Deepal Jayasekara

Posted on Oct 15, 2019 • Edited on Dec 6, 2019 • Originally published at blog.insiderattack.net

Event Loop and the Big Picture — NodeJS Event Loop Part 1

#node #javascript #eventloop

What makes NodeJS distinguished from any other programming platforms is how it handles I/O. We hear this all the time when NodeJS is introduced by someone saying “A non-blocking, event-driven platform based on google’s v8 javascript engine”. What do all these mean? What do ‘non-blocking’ and ‘event-driven’ mean? Answer for all these lies at the heart of NodeJS, the Event Loop. In this series of posts, I’m going to describe what event loop is, how it works, how it affects our applications, how to get the best out of it and much more. Why series of posts instead of one? Well, it will be a really long post and I will definitely miss certain things, therefore I’m writing a series of posts about this. In this first post, I will describe how NodeJS works, how it accesses I/O and how it can work with different platforms, etc.

Post Series Roadmap

Reactor Pattern

NodeJS works in an event-driven model that involves an Event Demultiplexer and an Event Queue. All I/O requests will eventually generate an event of completion/failure or any other trigger, which is called an Event. These events are processed according to the following algorithm.

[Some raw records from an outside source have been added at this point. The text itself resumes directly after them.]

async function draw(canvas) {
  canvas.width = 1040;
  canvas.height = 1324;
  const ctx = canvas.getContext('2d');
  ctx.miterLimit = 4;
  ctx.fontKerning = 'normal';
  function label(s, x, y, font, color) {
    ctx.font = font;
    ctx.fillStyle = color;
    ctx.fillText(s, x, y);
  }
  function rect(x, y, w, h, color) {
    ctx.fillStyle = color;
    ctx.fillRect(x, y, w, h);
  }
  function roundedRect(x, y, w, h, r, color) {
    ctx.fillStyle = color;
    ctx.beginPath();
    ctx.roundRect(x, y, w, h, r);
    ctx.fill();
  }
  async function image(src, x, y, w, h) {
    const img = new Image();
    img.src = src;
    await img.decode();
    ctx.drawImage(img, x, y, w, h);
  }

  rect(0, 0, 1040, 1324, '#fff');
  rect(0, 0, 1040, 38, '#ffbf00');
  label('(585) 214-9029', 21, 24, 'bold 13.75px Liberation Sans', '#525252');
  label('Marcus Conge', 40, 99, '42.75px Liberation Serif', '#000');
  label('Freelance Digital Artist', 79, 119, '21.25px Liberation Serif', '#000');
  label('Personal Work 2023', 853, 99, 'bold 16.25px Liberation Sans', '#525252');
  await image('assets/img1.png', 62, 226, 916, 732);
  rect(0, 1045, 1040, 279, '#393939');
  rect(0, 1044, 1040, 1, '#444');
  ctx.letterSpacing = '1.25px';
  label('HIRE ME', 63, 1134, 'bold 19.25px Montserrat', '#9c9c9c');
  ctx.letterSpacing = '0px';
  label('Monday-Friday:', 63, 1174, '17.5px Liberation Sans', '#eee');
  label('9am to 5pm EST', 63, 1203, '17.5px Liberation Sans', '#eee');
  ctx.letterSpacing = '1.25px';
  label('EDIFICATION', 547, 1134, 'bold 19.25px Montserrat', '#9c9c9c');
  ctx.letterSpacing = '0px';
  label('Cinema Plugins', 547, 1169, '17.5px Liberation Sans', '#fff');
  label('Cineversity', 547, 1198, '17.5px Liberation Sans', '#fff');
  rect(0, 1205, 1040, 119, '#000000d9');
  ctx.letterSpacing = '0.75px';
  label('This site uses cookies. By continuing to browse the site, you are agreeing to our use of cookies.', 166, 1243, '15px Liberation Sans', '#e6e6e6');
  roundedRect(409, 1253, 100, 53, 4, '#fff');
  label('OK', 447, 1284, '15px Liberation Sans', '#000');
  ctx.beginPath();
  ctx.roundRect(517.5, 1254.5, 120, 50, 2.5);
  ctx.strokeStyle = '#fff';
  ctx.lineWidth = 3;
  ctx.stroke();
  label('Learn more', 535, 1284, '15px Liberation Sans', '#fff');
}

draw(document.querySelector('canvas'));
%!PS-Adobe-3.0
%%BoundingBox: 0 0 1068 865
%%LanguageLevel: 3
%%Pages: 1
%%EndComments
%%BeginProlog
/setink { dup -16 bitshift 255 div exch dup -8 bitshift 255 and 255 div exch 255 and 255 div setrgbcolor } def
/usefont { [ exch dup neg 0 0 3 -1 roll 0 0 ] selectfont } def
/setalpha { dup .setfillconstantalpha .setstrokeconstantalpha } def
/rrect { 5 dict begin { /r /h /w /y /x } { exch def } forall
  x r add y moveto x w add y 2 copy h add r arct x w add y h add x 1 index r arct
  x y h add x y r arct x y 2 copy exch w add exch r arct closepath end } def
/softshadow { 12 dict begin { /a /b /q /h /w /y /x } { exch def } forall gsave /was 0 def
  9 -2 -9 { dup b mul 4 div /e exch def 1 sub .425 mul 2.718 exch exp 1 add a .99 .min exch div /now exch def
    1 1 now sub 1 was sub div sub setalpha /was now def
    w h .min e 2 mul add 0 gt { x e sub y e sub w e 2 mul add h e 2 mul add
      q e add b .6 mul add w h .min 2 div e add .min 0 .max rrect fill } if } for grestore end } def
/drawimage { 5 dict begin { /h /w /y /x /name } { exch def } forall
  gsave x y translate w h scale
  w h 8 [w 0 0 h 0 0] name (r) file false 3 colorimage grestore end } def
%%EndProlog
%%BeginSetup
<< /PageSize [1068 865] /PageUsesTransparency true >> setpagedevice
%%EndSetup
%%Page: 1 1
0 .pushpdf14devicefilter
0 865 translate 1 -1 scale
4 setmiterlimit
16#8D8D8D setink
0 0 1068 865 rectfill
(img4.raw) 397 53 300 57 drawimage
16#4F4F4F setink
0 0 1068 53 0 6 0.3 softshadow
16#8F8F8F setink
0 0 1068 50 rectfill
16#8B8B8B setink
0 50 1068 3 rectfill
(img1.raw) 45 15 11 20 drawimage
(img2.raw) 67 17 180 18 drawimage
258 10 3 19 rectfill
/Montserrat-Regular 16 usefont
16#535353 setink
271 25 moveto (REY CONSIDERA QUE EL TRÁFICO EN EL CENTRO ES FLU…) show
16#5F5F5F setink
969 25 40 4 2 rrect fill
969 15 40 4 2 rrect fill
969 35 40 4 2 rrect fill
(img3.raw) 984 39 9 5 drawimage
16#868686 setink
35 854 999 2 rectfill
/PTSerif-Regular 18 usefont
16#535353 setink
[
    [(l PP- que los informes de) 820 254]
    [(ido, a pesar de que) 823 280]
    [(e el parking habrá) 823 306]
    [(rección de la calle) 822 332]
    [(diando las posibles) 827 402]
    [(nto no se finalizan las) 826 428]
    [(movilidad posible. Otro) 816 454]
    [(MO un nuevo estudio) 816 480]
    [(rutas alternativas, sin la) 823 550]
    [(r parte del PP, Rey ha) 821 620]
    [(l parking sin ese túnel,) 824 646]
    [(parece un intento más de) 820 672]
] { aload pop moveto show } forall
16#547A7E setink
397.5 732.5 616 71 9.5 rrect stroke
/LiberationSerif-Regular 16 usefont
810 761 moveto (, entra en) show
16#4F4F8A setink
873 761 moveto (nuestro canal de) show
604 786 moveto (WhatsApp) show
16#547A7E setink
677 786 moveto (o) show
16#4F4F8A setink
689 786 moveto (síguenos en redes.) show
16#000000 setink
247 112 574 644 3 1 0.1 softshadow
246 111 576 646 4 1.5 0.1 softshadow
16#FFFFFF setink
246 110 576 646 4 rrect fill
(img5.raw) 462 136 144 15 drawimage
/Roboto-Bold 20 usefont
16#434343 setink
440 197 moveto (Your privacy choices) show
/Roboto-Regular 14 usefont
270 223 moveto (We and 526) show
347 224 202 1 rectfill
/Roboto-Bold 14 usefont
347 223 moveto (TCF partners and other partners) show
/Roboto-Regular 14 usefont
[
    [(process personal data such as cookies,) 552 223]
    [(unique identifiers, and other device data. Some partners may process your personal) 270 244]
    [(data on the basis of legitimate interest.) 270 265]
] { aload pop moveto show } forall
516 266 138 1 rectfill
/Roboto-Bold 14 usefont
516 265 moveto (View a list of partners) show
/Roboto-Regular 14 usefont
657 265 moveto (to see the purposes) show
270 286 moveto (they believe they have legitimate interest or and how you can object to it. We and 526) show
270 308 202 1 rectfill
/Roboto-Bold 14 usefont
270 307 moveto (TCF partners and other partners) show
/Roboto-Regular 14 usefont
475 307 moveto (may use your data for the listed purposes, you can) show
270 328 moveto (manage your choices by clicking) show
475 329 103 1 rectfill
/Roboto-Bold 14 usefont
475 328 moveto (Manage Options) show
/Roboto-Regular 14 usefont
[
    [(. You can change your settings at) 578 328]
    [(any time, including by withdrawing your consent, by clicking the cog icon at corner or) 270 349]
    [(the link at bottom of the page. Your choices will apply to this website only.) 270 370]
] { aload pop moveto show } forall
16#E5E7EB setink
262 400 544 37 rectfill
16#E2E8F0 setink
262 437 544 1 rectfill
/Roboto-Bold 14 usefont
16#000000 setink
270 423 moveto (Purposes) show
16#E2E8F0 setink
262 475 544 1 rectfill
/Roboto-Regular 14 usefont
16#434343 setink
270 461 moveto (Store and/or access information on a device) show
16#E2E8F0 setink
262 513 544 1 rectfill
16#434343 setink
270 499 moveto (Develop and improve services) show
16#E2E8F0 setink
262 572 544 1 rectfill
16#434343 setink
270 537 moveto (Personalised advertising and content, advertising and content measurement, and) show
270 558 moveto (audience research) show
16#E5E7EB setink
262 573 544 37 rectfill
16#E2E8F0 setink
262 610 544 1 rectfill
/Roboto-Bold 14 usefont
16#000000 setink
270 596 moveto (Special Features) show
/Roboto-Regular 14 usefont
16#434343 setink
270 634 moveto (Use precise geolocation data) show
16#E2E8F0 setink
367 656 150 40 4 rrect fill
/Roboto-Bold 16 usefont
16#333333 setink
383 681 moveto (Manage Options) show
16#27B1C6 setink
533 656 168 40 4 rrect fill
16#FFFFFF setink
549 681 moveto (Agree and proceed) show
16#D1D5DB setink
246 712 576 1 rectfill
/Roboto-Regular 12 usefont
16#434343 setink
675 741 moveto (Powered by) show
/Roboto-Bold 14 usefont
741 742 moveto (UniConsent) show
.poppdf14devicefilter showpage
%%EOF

Event demultiplexer receives I/O requests and delegates these requests to the appropriate hardware.
Once the I/O request is processed (e.g, data from a file is available to be read, data from a socket is available to be read, etc.), event demultiplexer will then add the registered callback handler for the particular action in a queue to be processed. These callbacks are called events and the queue where events are added is called the Event Queue.
When events are available to be processed in the event queue, they are executed sequentially in the order they were received until the queue is empty.
If there are no events in the event queue or the Event Demultiplexer has no pending requests, the program will complete. Otherwise, the process will continue from the first step.

The program which orchestrates this entire mechanism is called the Event Loop.

Event Loop is a single-threaded and semi-infinite loop. The reason why this is called a semi-infinite loop is that this actually quits at some point when there is no more work to be done. In the developer’s perspective, this is where the program exits.

Note: Don’t get yourself confused with the event loop and the NodeJS Event Emitter. Event Emitter is totally a different concept than this mechanism. In a later post, I'll explain the difference between how they work in detail.

The above diagram is a high-level overview of how NodeJS work and displays the main components of a design pattern called the Reactor Pattern. But this is much more complex than this. So how complex is this?

Event demultiplexer is not a single component that does all the types of I/O in all the OS platforms.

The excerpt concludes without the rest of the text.